Appalled at such destruction.

Whoosh.  A cascade of soot -

Feathers, stones, tiny bones;

Echoes.  A black hole opens up.

We listen.  And then... a coup.

A scratching, a scrabbling,

A shower of ashes.  “What now?”

“Ve vait,” he says.

 

A dove emerges, blinking,

Thin, bedraggled refugee.

My father opens the door -

And, smiling, sets it free.

 Tatuś - Polish for daddy and pronounced tatoosh.

I have been watching the news with mounting horror, as the places on the news are so familiar to me and the naivety about Russia is extraordinary. I couldn’t believe it when Europe started buying gas from Russia. Couldn’t  anyone see what was going to happen? Other than Have I Got News for You, that is, with its opening cartoon sequence of Putin turning off the gas. Comedy can be adroit at telling unpleasant truths, and is sometimes the only way to make a point.  Zelensky’s Servant of the People is a masterpiece. 

The Fire Station in Lviv

I have visited Lviv many times now, the last being in 2019 when it was an anniversary of Chernobyl. I attended a service at the Fire Station, and some of the original firemen who survived the making safe of the reactor were there. The shelling of the surrounding area in March was yet another example of irresponsible lunacy, and the soldiers concerned are, I believe, being treated for radiation sickness. I know the route the Ukrainian refugees have been taking to Poland, I know the station in Lviv, the train from Przemysl to Krakow, the change from Russian to European gauge and the ambience (!) of a Soviet train; huge, clanky, uncomfortable, no frills. Like the Russian state.

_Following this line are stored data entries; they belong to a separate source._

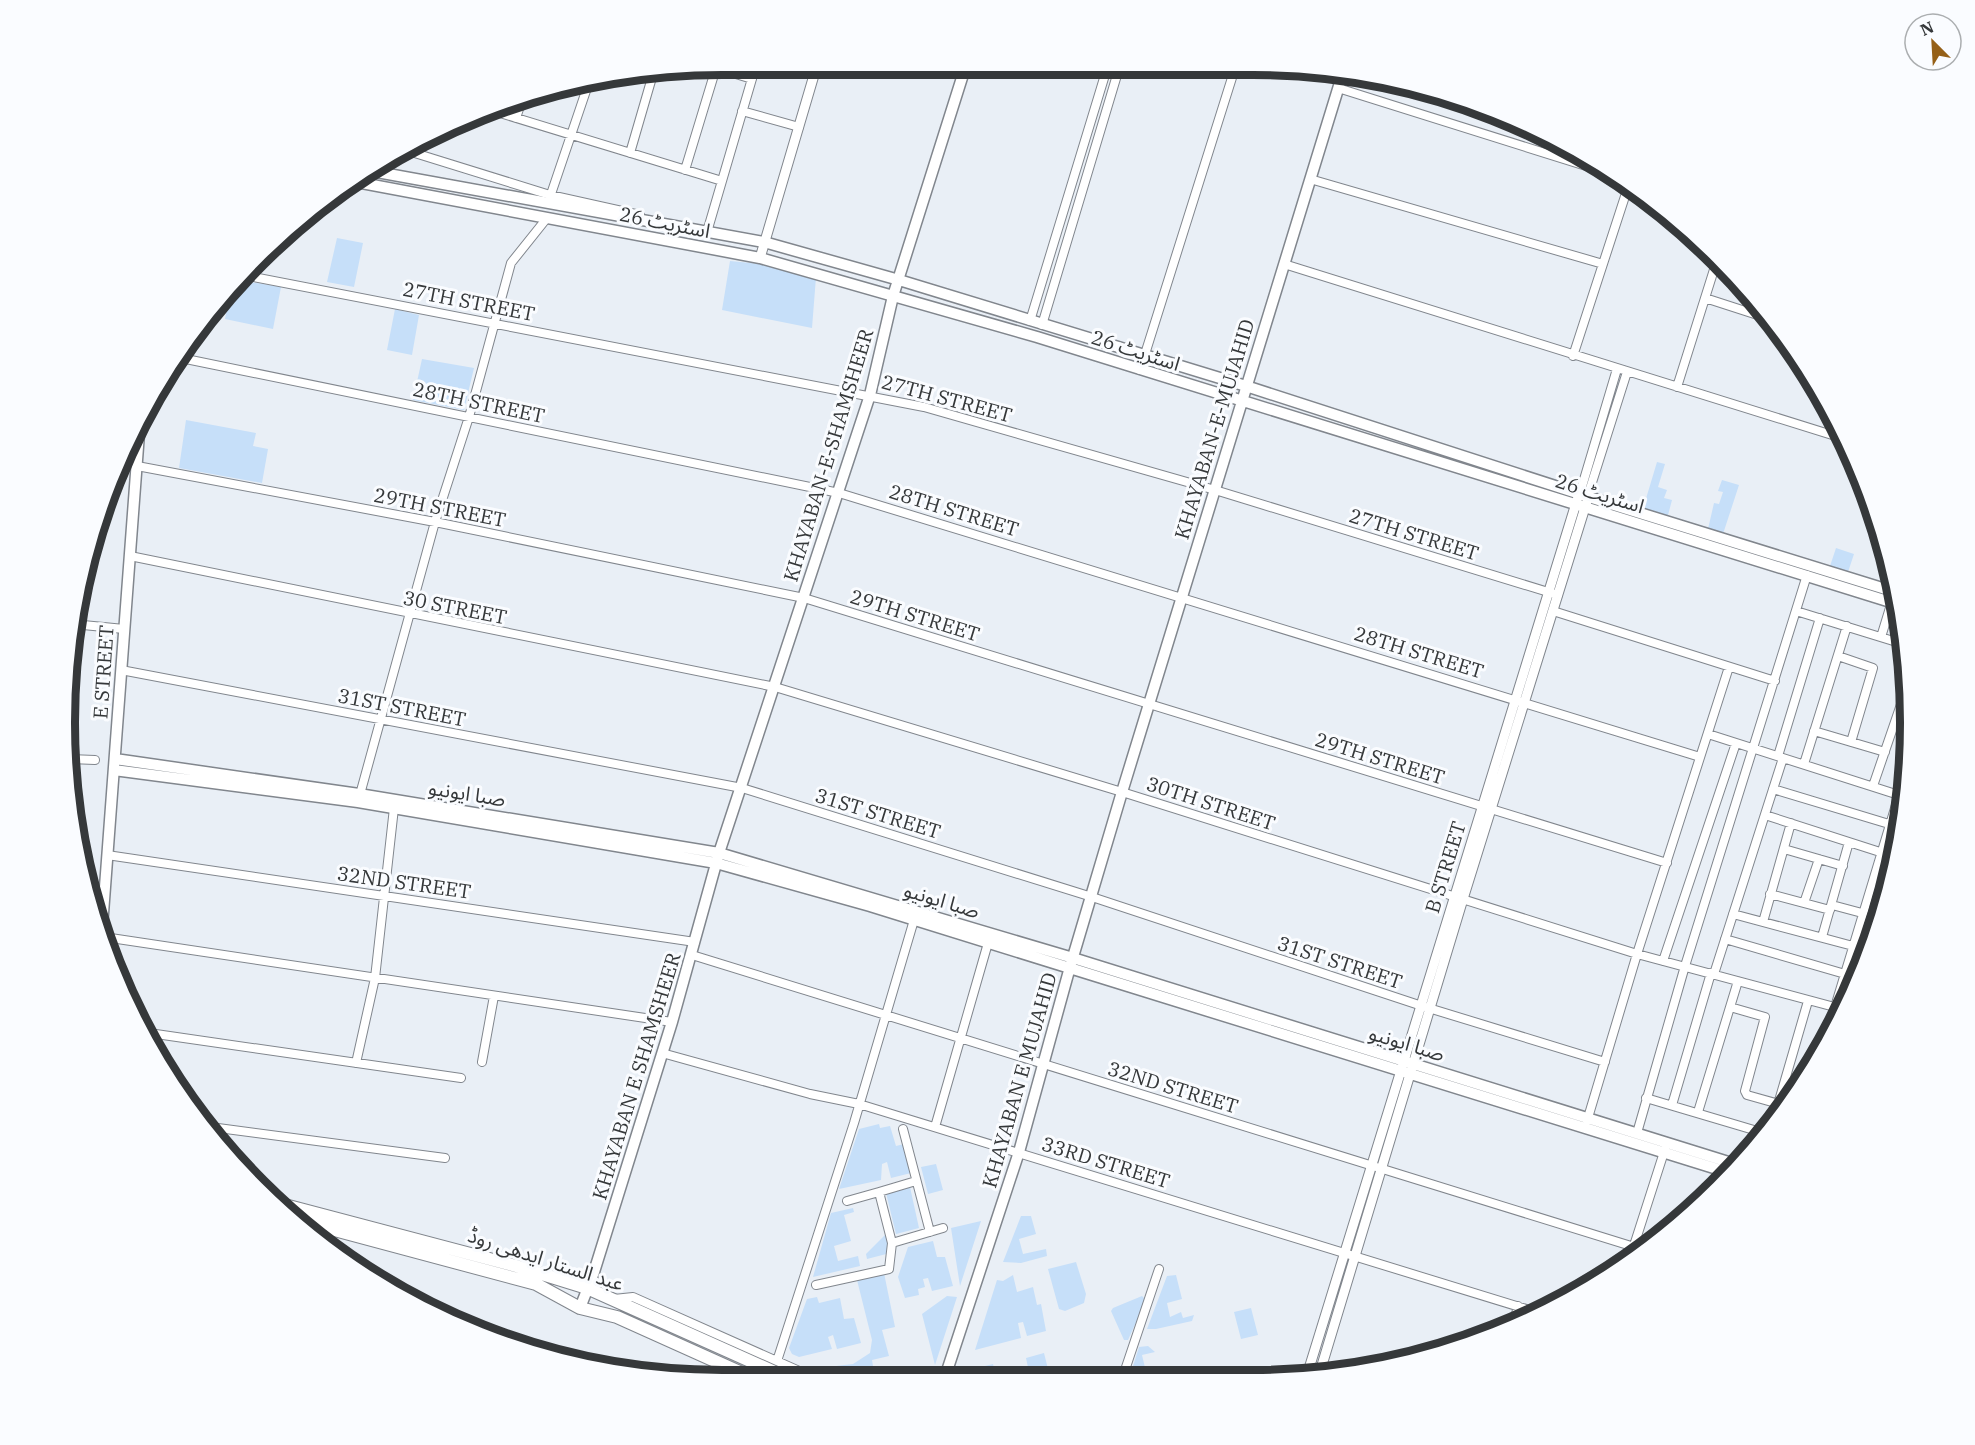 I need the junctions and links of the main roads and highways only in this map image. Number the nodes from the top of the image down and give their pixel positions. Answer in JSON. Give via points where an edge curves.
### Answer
{"nodes":[{"id":1,"x":963,"y":75,"type":"edge"},
{"id":2,"x":1340,"y":81,"type":"edge"},
{"id":3,"x":381,"y":173,"type":"edge"},
{"id":4,"x":364,"y":183,"type":"edge"},
{"id":5,"x":899,"y":280,"type":"junction"},
{"id":6,"x":893,"y":296,"type":"junction"},
{"id":7,"x":1246,"y":386,"type":"junction"},
{"id":8,"x":1242,"y":402,"type":"junction"},
{"id":9,"x":138,"y":444,"type":"edge"},
{"id":10,"x":1888,"y":596,"type":"edge"},
{"id":11,"x":1888,"y":596,"type":"edge"},
{"id":12,"x":114,"y":765,"type":"junction"},
{"id":13,"x":1122,"y":792,"type":"joint"},
{"id":14,"x":359,"y":798,"type":"junction"},
{"id":15,"x":718,"y":858,"type":"junction"},
{"id":16,"x":103,"y":911,"type":"edge"},
{"id":17,"x":1071,"y":963,"type":"junction"},
{"id":18,"x":1587,"y":1122,"type":"junction"},
{"id":19,"x":1666,"y":1147,"type":"junction"},
{"id":20,"x":1727,"y":1162,"type":"edge"},
{"id":21,"x":1720,"y":1169,"type":"edge"},
{"id":22,"x":294,"y":1208,"type":"edge"},
{"id":23,"x":315,"y":1225,"type":"edge"},
{"id":24,"x":587,"y":1288,"type":"junction"},
{"id":25,"x":613,"y":1299,"type":"junction"},
{"id":26,"x":580,"y":1308,"type":"junction"},
{"id":27,"x":606,"y":1315,"type":"junction"},
{"id":28,"x":735,"y":1370,"type":"edge"},
{"id":29,"x":770,"y":1370,"type":"edge"},
{"id":30,"x":947,"y":1370,"type":"edge"}],
"edges":[{"from":1,"to":5,"type":"main road","name":"KHAYABAN-E-SHAMSHEER"},
{"from":2,"to":7,"type":"main road","name":"KHAYABAN-E-MUJAHID"},
{"from":3,"to":5,"type":"main road","name":"اسٹریٹ 26","via":[[549,199],[765,242]]},
{"from":4,"to":6,"type":"main road","name":"اسٹریٹ 26","via":[[760,258]]},
{"from":5,"to":6,"type":"main road","name":"KHAYABAN-E-SHAMSHEER"},
{"from":5,"to":7,"type":"main road","name":"اسٹریٹ 26"},
{"from":6,"to":8,"type":"main road","name":"اسٹریٹ 26"},
{"from":6,"to":15,"type":"main road","name":"KHAYABAN-E-SHAMSHEER","via":[[870,395]]},
{"from":7,"to":8,"type":"main road","name":"KHAYABAN-E-MUJAHID"},
{"from":7,"to":10,"type":"main road","name":"اسٹریٹ 26"},
{"from":8,"to":11,"type":"main road","name":"اسٹریٹ 26"},
{"from":8,"to":13,"type":"main road","name":"KHAYABAN-E-MUJAHID"},
{"from":9,"to":12,"type":"main road","name":"E STREET"},
{"from":12,"to":14,"type":"main road","name":"صبا ایونیو"},
{"from":12,"to":16,"type":"main road","name":"E STREET"},
{"from":13,"to":17,"type":"main road","name":"KHAYABAN E MUJAHID"},
{"from":14,"to":15,"type":"main road","name":"صبا ایونیو"},
{"from":14,"to":15,"type":"main road","name":"صبا ایونیو","via":[[394,808]]},
{"from":15,"to":17,"type":"main road","name":"صبا ایونیو"},
{"from":15,"to":17,"type":"main road","name":"صبا ایونیو","via":[[914,920]]},
{"from":15,"to":24,"type":"main road","name":"KHAYABAN E SHAMSHEER","via":[[663,1053]]},
{"from":17,"to":18,"type":"main road","name":"صبا ایونیو"},
{"from":17,"to":30,"type":"main road","name":"KHAYABAN E MUJAHID","via":[[1019,1152]]},
{"from":18,"to":19,"type":"main road","name":"صبا ایونیو"},
{"from":18,"to":19,"type":"main road","name":"صبا ایونیو","via":[[1637,1133]]},
{"from":19,"to":20,"type":"main road","name":"صبا ایونیو"},
{"from":19,"to":21,"type":"main road","name":"صبا ایونیو"},
{"from":22,"to":24,"type":"main road","name":"عبد الستار ایدھی روڈ"},
{"from":23,"to":26,"type":"main road","name":"عبد الستار ایدھی روڈ","via":[[533,1283]]},
{"from":24,"to":25,"type":"main road","name":"عبد الستار ایدھی روڈ"},
{"from":24,"to":26,"type":"main road","name":"KHAYABAN E SHAMSHEER"},
{"from":25,"to":27,"type":"main road"},
{"from":25,"to":29,"type":"main road","name":"عبد الستار ایدھی روڈ"},
{"from":26,"to":27,"type":"main road","name":"عبد الستار ایدھی روڈ"},
{"from":27,"to":28,"type":"main road","name":"عبد الستار ایدھی روڈ"}]}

The whole of the amazing statue
of a dying freman telling the cranes
to fly away to safety.

I remember Lviv as a friendly, bustling city, an intellectual and artistic hub, full of statues and churches and wonderful coffee shops.

 Слава Україні!

The house where my father's
family used to live
An Easter gathering

The Ivan Franko University

The opera house in Lviv



Comments

Peter Leyland said…
That's a powerful piece Elizabeth. Although I've never visited Ukraine, I just love Poland, have fond memories of walking in the Tartras, and would have been in Wroclaw in March had it not been for my concerns, probably misguided, about the Ukraine war.

That poem about your father rescuing a dove from the chimney is just wonderful - an artist too, he must have been an amazing man. I am going to take some lessons here about autobiographical writing.

Hope your wrist gets better soon.
Peter Leyland said…
PS. Just looked at the pictures in more detail and what a lifetime is there. I do like the picture of the soldiers in the snow. I tracked it to the Imperial War Museum. Monte Cassino - I have an amazing book by Matthew Parker on that, 'the hardest fought battle of World War Two'.

Umberto Tosi said…
Thanks for this timely and moving post, Elizabeth. I happen to be involved in developing a special issue of Chicago Quarterly Review showcasing Ukrainian writers, which we've scheduled for February. I will refer this to my CQR colleagues and to the anthology's guest editor, noted translator Halyna Hryn, editor of Harvard Ukrainian Studies.
Joy Margetts said…
A moving piece, thank you Elizabeth. What a gifted artist your father was! And such evocative photos and memories. It is genuinely heartbreaking.